When a crisis happens, like this Covid-19 virus, we come face to face with our own vulnerability, our own mortality, and our own lack of control over events. What can we do to support those whom we love who are not coping well? Allow me to give a few suggestions that might help. Remember that the 2-metre distancing rule still ought to be maintained with those not from your household.
Listen to each other and hear the pain, the anguish, and the concern that is voiced under the words that are spoken. Often the words are spoken with a hint of anger but deep down inside there are deep concerns. These concerns can be debilitating, making every decision a monumental struggle. Showing understanding and compassion through listening actively allows the person not coping well the assurance that there are those that care and are willing to walk beside them through the difficult times of their life.
- Do some activity
- After listening to someone not coping well, going for a walk, whether along the street or through some open area allows the person to witness the resilience of nature. The fresh air, the camaraderie of a good friend, and the warm sun washing over their face ought to give them a sense of peace, knowing that, though things are not in their control, there is a sense of permanence in nature.
- Create something. Whether building a birdhouse, cleaning out a messy garage or planting a garden, the physical activity of actually doing something allows one the sense they are involved in making the world a better place to live.
- Together create a meal or some kind gesture for a neighbor or older friend that is need.
- Yoga: allow the body and the mind to rest. YouTube would have some good videos to watch that could provide guidance to make the yoga experience as good as possible.
- Allow the person to sit quietly on a park bench or in the back yard, close their eyes and listen to the sounds of nature. Bird calls, animal sounds and insects buzzing are all soothing reminders that life is precious, and each moment needs to be treasured.

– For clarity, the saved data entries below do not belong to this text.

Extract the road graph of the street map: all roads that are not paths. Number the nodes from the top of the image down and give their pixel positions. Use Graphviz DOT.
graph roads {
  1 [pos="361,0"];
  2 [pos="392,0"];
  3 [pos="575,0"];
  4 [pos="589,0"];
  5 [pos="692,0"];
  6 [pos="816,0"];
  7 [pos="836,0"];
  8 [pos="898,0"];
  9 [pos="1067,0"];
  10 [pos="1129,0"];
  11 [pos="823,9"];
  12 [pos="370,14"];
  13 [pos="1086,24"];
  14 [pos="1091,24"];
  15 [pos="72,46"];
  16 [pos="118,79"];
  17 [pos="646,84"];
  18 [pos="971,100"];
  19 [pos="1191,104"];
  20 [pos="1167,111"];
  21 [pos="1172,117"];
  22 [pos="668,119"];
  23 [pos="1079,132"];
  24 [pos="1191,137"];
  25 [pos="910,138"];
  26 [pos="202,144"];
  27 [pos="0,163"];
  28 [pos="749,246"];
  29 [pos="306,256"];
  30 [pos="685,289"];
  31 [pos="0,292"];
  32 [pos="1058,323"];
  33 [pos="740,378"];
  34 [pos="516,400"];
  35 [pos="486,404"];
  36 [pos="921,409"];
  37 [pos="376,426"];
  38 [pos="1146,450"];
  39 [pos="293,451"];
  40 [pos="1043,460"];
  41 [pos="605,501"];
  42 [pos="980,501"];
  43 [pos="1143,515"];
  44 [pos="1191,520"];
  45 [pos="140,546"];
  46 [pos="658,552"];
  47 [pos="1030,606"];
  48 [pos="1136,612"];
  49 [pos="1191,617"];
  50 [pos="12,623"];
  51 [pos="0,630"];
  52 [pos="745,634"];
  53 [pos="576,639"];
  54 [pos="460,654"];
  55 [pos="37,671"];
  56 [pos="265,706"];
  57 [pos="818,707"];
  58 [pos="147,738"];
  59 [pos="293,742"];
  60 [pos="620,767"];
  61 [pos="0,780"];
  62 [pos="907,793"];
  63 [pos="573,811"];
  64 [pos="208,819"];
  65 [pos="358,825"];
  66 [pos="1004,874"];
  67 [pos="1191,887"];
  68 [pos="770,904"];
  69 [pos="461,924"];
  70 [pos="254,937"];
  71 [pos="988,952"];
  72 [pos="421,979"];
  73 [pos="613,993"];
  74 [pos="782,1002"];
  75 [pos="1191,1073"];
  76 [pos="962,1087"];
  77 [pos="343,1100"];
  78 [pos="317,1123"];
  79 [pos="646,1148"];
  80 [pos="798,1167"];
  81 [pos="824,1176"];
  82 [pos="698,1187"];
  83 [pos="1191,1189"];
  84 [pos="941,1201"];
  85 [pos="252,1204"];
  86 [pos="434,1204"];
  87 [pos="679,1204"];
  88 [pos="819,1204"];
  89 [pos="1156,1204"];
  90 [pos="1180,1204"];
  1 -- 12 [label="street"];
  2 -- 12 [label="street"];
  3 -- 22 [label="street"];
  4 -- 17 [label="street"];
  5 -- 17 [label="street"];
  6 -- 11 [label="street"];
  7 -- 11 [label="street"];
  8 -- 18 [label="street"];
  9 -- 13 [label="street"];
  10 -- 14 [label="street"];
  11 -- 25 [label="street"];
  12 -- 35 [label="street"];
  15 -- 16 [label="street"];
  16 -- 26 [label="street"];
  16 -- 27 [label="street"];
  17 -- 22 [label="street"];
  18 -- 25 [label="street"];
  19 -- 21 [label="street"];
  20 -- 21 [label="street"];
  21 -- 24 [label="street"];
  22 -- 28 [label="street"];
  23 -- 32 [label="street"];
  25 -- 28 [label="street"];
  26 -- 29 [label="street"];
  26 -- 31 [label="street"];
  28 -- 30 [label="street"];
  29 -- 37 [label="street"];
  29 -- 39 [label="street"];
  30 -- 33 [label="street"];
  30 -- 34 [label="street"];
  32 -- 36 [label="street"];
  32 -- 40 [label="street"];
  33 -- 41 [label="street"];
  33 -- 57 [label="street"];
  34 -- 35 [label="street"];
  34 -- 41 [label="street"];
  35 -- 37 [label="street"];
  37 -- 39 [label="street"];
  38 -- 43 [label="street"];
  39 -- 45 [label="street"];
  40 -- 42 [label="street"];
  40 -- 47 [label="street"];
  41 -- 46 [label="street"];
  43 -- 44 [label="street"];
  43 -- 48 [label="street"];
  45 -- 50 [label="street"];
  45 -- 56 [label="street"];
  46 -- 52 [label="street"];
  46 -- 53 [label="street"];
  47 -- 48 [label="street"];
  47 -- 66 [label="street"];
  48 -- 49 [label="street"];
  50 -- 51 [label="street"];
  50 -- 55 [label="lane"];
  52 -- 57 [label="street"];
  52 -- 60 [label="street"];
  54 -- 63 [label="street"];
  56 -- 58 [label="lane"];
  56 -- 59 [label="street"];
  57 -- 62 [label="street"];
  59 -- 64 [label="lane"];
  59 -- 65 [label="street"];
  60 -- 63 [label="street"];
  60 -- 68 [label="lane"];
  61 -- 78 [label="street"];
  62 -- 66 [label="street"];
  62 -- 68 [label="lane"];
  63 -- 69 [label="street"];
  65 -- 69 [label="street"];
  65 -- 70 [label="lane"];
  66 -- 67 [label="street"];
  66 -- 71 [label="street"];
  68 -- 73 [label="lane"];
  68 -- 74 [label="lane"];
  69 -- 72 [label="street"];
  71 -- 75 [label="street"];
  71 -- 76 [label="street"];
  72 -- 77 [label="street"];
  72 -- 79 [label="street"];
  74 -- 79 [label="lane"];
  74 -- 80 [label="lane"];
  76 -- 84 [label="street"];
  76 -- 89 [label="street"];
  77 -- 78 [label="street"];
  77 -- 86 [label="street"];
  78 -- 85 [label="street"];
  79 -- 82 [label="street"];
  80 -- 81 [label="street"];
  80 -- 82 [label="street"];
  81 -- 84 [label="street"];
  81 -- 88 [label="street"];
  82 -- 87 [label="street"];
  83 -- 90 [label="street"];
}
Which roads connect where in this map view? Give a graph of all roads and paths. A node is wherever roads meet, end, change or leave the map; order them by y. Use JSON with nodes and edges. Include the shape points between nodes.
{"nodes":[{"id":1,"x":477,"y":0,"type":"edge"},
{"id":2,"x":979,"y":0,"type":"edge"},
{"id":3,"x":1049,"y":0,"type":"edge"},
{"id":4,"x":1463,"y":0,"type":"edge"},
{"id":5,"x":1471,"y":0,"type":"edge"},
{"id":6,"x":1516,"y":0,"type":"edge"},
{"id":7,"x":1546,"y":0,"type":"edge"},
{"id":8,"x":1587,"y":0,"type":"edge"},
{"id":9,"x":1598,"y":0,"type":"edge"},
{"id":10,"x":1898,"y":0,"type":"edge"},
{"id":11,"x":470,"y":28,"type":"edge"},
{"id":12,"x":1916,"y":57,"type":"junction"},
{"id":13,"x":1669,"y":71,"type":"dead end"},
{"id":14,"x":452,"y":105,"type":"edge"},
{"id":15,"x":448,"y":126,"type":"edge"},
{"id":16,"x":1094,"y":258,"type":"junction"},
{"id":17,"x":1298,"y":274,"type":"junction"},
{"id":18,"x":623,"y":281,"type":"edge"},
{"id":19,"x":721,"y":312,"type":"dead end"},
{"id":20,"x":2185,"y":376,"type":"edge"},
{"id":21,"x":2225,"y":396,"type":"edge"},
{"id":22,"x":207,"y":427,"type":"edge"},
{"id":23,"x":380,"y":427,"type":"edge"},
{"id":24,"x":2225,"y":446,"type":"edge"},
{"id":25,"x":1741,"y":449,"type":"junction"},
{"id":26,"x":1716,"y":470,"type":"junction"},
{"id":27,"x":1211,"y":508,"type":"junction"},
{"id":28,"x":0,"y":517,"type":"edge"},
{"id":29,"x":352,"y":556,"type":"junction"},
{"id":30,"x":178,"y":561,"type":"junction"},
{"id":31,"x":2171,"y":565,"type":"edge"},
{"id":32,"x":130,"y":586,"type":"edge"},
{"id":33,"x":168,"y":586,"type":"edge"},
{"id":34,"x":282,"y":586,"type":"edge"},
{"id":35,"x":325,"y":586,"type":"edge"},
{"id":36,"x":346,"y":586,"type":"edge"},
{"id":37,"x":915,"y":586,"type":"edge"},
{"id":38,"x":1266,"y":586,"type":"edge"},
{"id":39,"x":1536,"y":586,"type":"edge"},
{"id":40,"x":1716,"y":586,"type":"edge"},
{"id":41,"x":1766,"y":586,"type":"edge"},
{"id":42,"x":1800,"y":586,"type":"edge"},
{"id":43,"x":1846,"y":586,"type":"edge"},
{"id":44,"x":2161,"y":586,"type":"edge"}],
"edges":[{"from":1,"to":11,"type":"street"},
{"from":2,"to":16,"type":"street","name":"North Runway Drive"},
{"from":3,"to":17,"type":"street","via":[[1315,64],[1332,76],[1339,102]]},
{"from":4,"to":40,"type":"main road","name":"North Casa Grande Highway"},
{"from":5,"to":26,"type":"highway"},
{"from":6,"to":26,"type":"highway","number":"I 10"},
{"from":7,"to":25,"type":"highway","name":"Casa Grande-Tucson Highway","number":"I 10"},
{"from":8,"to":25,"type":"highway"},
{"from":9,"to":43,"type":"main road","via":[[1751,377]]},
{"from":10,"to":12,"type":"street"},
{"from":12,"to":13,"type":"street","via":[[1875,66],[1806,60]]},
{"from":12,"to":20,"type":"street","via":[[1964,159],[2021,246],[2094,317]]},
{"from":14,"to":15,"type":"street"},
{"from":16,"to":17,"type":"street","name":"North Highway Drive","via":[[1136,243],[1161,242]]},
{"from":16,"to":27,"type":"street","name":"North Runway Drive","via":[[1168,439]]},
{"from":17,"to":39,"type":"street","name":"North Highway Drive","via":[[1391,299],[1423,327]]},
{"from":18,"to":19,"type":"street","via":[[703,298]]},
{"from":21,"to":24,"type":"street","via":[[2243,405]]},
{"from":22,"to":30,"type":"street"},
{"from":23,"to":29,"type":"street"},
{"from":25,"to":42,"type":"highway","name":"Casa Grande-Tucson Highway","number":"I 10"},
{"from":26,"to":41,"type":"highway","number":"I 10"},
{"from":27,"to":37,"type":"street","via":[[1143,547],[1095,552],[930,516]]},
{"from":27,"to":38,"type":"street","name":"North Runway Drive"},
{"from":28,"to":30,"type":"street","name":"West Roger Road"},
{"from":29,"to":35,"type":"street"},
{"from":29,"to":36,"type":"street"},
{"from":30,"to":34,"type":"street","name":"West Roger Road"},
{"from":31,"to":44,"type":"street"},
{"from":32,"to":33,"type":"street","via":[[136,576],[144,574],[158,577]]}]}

- Ponder a favourite poem or a favourite saying, letting the words of the poem or the saying enter the heart and the mind, pushing out the concerns and worries of the day.
- Read aloud to each other, whether from a book of poems or from some other book of sayings. There is much reassurance that comes from the experiences of others who have ventured into the unknown before.
Encourage the person not coping well to write their thoughts, feelings, memories, and anxieties down on paper. Set a timer for two reasons: 1. They do not write for too long or 2. If the thoughts and words do not come right away, there is an end to the writing and the strain.
- Stick with them in love, now is when the person needs you more than ever.